More than everything else, aid carries with it a set of ideas with privileged access to the executive, thereby effectively leading to a monopoly of the ideas conveyed by the aid system. The power inherent in this is referred to as discursive power, as opposed to directly coercive power conveyed through conditionality. Aid basically undermines autonomous thinking and the confidence to rely on domestic ideas and domestic sources of development finance. That is why we have governments all over the continent who sound and act more neoliberal than Hayek (the godfather of neoliberalism), parroting the IMF and the World Bank and selling the interest of their people down the tube without noticing. Aid destroys democracy even more when ruling parties see their chance of continued rule in receiving disbursements of aid crucial to buying patronage. Aid and independence move in different directions.
Debt
The deal is that the G8 recommends to the annual meetings of the IMF and World Bank to cancel debt owed to them by 18 countries (14 in Africa) as well as debt owed to the African Development Bank. This number could rise to 32 if the remaining countries are able to fulfil typical IMF conditions under the HIPC framework. This effectively means an extension of the HIPC arrangement, but this time to include the cancellation of the principal, not just interest servicing falling due.
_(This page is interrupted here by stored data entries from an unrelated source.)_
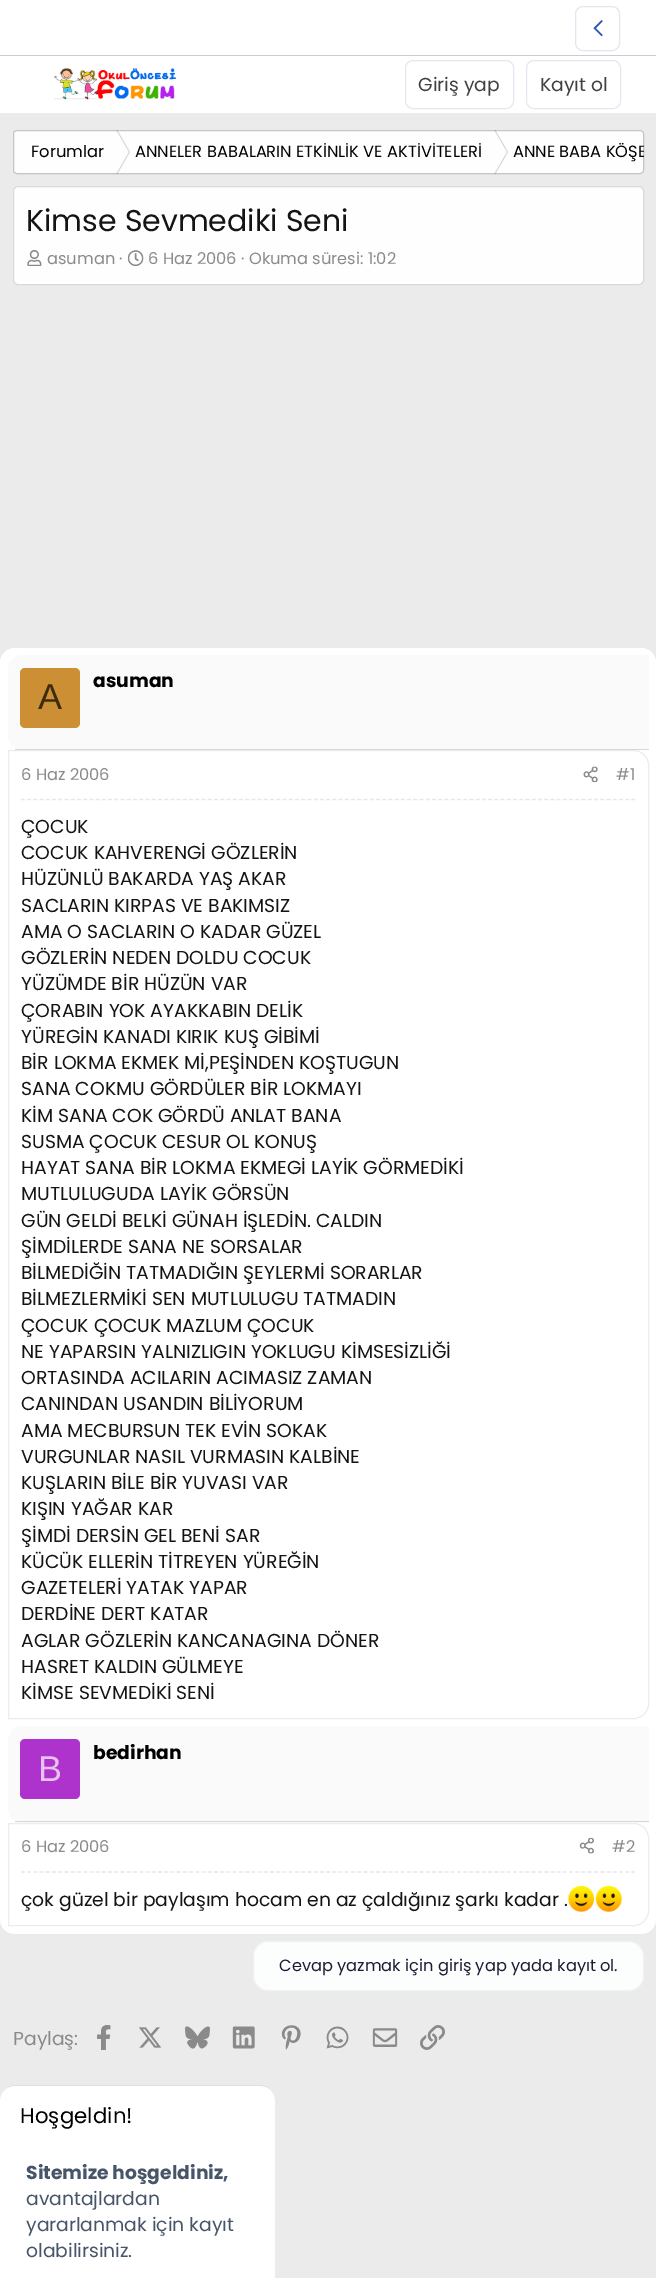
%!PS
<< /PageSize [656 2278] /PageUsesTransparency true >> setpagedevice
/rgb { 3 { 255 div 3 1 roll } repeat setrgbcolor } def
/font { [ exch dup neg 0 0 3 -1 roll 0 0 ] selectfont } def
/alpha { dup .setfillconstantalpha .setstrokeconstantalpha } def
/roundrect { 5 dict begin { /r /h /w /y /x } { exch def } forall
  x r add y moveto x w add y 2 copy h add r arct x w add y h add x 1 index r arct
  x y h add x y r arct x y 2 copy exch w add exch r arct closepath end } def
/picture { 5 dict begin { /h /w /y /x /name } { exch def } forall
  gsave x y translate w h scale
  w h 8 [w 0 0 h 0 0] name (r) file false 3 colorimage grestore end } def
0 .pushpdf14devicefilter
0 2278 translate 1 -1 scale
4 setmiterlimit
235 235 235 rgb
0 0 656 2278 rectfill
255 255 255 rgb
0 0 656 55 rectfill
205 203 203 rgb
0 55 656 1 rectfill
228 230 239 rgb
575.5 6.5 44 44 7.5 roundrect stroke
(img/1.rgb) 593 20 10 17 picture
255 255 255 rgb
0 56 656 57 rectfill
(img/2.rgb) 54 68 122 32 picture
229 231 240 rgb
405.5 60.5 108 48 7.5 roundrect stroke
526.5 60.5 94 48 7.5 roundrect stroke
254 254 254 rgb
13 130 631 44 4 roundrect fill
gsave
13 130 631 44 rectclip
212 216 221 rgb
114.5 127 moveto 115.5 127 lineto 130 152 lineto 129 152 lineto closepath 129 152 moveto 130 152 lineto 115.5 177 lineto 114.5 177 lineto closepath fill
492.5 127 moveto 493.5 127 lineto 508 152 lineto 507 152 lineto closepath 507 152 moveto 508 152 lineto 493.5 177 lineto 492.5 177 lineto closepath fill
grestore
13.5 186.5 630 98 4.5 roundrect gsave fill grestore
217 217 217 rgb
stroke
(img/3.rgb) 27 250 15 16 picture
(img/4.rgb) 127 250 17 16 picture
255 255 255 rgb
0 648 656 1286 15 roundrect fill
250 250 250 rgb
23 655 moveto 649 655 lineto 649 750 lineto 23 750 lineto 14.5 750 8 743.5 8 735 curveto 8 670 lineto 8 661.5 14.5 655 23 655 curveto closepath fill
214 214 214 rgb
15 749 634 1 rectfill
204 143 51 rgb
20 668 60 60 5 roundrect fill
236 236 236 rgb
8.5 750.5 moveto 634 750.5 lineto 642 750.5 648.5 757 648.5 765 curveto 648.5 1704 lineto 648.5 1712 642 1718.5 634 1718.5 curveto 8.5 1718.5 lineto closepath stroke
229 231 240 rgb
1.2 setlinewidth
[3.75 2.48] 0 setdash
21 799.5 moveto 635 799.5 lineto stroke
(img/5.rgb) 583 766 15 17 picture
250 250 250 rgb
23 1726 moveto 649 1726 lineto 649 1823 lineto 23 1823 lineto 14.5 1823 8 1816.5 8 1808 curveto 8 1741 lineto 8 1732.5 14.5 1726 23 1726 curveto closepath fill
214 214 214 rgb
15 1821 634 1 rectfill
173 51 204 rgb
20 1739 60 60 5 roundrect fill
236 236 236 rgb
1 setlinewidth
[] 0 setdash
8.5 1823.5 moveto 634 1823.5 lineto 642 1823.5 648.5 1830 648.5 1838 curveto 648.5 1911 lineto 648.5 1919 642 1925.5 634 1925.5 curveto 8.5 1925.5 lineto closepath stroke
229 231 240 rgb
1.2 setlinewidth
[3.75 2.48] 0 setdash
21 1872 moveto 635 1872 lineto stroke
(img/6.rgb) 579 1837 15 17 picture
(img/7.rgb) 568 1885 27 27 picture
(img/8.rgb) 595 1885 27 27 picture
252 253 253 rgb
253.5 1941.5 390 49 14.5 roundrect gsave fill grestore
239 242 245 rgb
1 setlinewidth
[] 0 setdash
stroke
(img/9.rgb) 97 2025 14 25 picture
(img/10.rgb) 139 2027 23 21 picture
(img/11.rgb) 185 2026 25 23 picture
(img/12.rgb) 232 2026 23 23 picture
(img/13.rgb) 281 2025 20 25 picture
(img/14.rgb) 326 2026 23 23 picture
(img/15.rgb) 372 2028 26 19 picture
(img/16.rgb) 420 2025 25 25 picture
255 255 255 rgb
0 2085 275 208 15 roundrect fill
224 224 224 rgb
15 2085 moveto 7 2085 0 2092 0 2100 curveto 0 2092 7 2086 15 2086 curveto 260 2086 lineto 268 2086 274 2091 275 2099 curveto 274 2091 268 2085 260 2085 curveto closepath fill
/Poppins-Regular 18.75 font
66 65 65 rgb
418 91 moveto (Giriş yap) show
540 91 moveto (Kayıt ol) show
/Poppins-Regular 16.25 font
0 0 0 rgb
31 157 moveto (Forumlar) show
135 157 moveto (ANNELER BABALARIN ETKİNLİK VE AKTİVİTELERİ) show
gsave
13 130 631 44 rectclip
513 157 moveto (ANNE BABA KÖŞE) show
grestore
0.25 alpha
23 30 38 rgb
13.5 130.5 630 43 3.5 roundrect stroke
/Poppins-Regular 30 font
1 alpha
20 20 20 rgb
26 231 moveto (Kimse Sevmediki Seni) show
/Poppins-Regular 16.25 font
138 138 138 rgb
47 264 moveto (asuman ·) show
148 264 moveto (6 Haz 2006 · Okuma süresi: 1:02) show
/Poppins-Bold 18.75 font
0 0 0 rgb
93 687 moveto (asuman) show
/LiberationSans-Regular 36 font
61 43 15 rgb
38 709 moveto (A) show
/Poppins-Regular 16.25 font
138 138 138 rgb
21 780 moveto (6 Haz 2006) show
616 780 moveto (#1) show
/Poppins-Regular 18.75 font
20 20 20 rgb
[
  [(ÇOCUK) 21 833]
  [(COCUK KAHVERENGİ GÖZLERİN) 21 859]
  [(HÜZÜNLÜ BAKARDA YAŞ AKAR) 21 885]
  [(SACLARIN KIRPAS VE BAKIMSIZ) 21 912]
  [(AMA O SACLARIN O KADAR GÜZEL) 21 938]
  [(GÖZLERİN NEDEN DOLDU COCUK) 21 964]
  [(YÜZÜMDE BİR HÜZÜN VAR) 21 990]
  [(ÇORABIN YOK AYAKKABIN DELİK) 21 1017]
  [(YÜREGİN KANADI KIRIK KUŞ GİBİMİ) 21 1043]
  [(BİR LOKMA EKMEK Mİ,PEŞİNDEN KOŞTUGUN) 21 1069]
  [(SANA COKMU GÖRDÜLER BİR LOKMAYI) 21 1095]
  [(KİM SANA COK GÖRDÜ ANLAT BANA) 21 1122]
  [(SUSMA ÇOCUK CESUR OL KONUŞ) 21 1148]
  [(HAYAT SANA BİR LOKMA EKMEGİ LAYİK GÖRMEDİKİ) 21 1174]
  [(MUTLULUGUDA LAYİK GÖRSÜN) 21 1200]
  [(GÜN GELDİ BELKİ GÜNAH İŞLEDİN. CALDIN) 21 1227]
  [(ŞİMDİLERDE SANA NE SORSALAR) 21 1253]
  [(BİLMEDİĞİN TATMADIĞIN ŞEYLERMİ SORARLAR) 21 1279]
  [(BİLMEZLERMİKİ SEN MUTLULUGU TATMADIN) 21 1305]
  [(ÇOCUK ÇOCUK MAZLUM ÇOCUK) 21 1332]
  [(NE YAPARSIN YALNIZLIGIN YOKLUGU KİMSESİZLİĞİ) 21 1358]
  [(ORTASINDA ACILARIN ACIMASIZ ZAMAN) 21 1384]
  [(CANINDAN USANDIN BİLİYORUM) 21 1410]
  [(AMA MECBURSUN TEK EVİN SOKAK) 21 1437]
  [(VURGUNLAR NASIL VURMASIN KALBİNE) 21 1463]
  [(KUŞLARIN BİLE BİR YUVASI VAR) 21 1489]
  [(KIŞIN YAĞAR KAR) 21 1515]
  [(ŞİMDİ DERSİN GEL BENİ SAR) 21 1542]
  [(KÜCÜK ELLERİN TİTREYEN YÜREĞİN) 21 1568]
  [(GAZETELERİ YATAK YAPAR) 21 1594]
  [(DERDİNE DERT KATAR) 21 1620]
  [(AGLAR GÖZLERİN KANCANAGINA DÖNER) 21 1647]
  [(HASRET KALDIN GÜLMEYE) 21 1673]
  [(KİMSE SEVMEDİKİ SENİ) 21 1699]
] { aload pop moveto show } forall
/Poppins-Bold 18.75 font
0 0 0 rgb
93 1759 moveto (bedirhan) show
/LiberationSans-Regular 36 font
231 194 240 rgb
38 1781 moveto (B) show
/Poppins-Regular 16.25 font
138 138 138 rgb
21 1852 moveto (6 Haz 2006) show
612 1852 moveto (#2) show
/Poppins-Regular 18.75 font
20 20 20 rgb
21 1906 moveto (çok güzel bir paylaşım hocam en az çaldığınız şarkı kadar .) show
/Poppins-Regular 16.25 font
25 29 52 rgb
279 1971 moveto (Cevap yazmak için giriş yap yada kayıt ol.) show
/Poppins-Regular 18.75 font
138 138 138 rgb
13 2045 moveto (Paylaş:) show
/Poppins-Regular 21.25 font
0 0 0 rgb
20 2123 moveto 0.1 0 (Hoşgeldin!) ashow
/Poppins-Bold 18.75 font
71 85 105 rgb
26 2179 moveto (Sitemize hoşgeldiniz,) show
/Poppins-Regular 18.75 font
[
  [(avantajlardan) 26 2205]
  [(yararlanmak için kayıt) 26 2231]
  [(olabilirsiniz.) 26 2257]
] { aload pop moveto show } forall
.poppdf14devicefilter showpage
But this cancellation is not meant to be immediate. The $40 billion figure is in nominal terms and will be delivered over 40 years! In Net Present Value terms, this is equivalent to only $17 billion. Ghanaians seem to have developed the impression that there is a one-off cancellation of all its outstanding debts so that Ghana has suddenly woken up to a debt-free life. That's not what it is. Indeed the opposite is the case. Ghana is effectively married to the IMF for another 40 years before the old debt stock finally goes. Then again, a new one would have been built up.
The debt deal is a huge disappointment. The MPH had called for the cancellation of debt owed by at least 62 countries worldwide who need debt cancellation to revive their economies and reduce poverty. In contrast, the G8 offer is only to a small number of countries, but an impression has been created that 100% of their debt will be cancelled. This is disingenuous. It is in reality a 10% deal, not including middle-income countries, which offers little immediate relief. The deal excludes private sector debt and some debt owed to other multilateral institutions such as the Arab Development Bank and the Caribbean Development Bank. It should also be understood that the debt relief will be at the expense of a proportion of official development assistance (aid). Also it is still not clear how the IMF will finance its debt write-off. The scale of the World Bank debt reduction will also depend on how much the donors commit to financing the debt write-off. As for the IMF bit, campaigners are hugely disappointed that the IMF will not have to sell its idle and undervalued gold reserves but will instead depend on donor contributions and a 1999 sale-buyback agreement.
The task of African civil society is to persuade their Finance Ministers to develop the courage of the trade ministers who led the walkout of the WTO trade talks in Seattle in 1999. Beyond repudiation, the real challenge, according to the veteran intellectual and fighter, Samir Amin, is to fight for an international law regulating international debt which specifies a fair and transparent arbitration process. But for now, it will be a grave mistake for anyone to rejoice over the poisoned crumbs thrown to a few poor countries.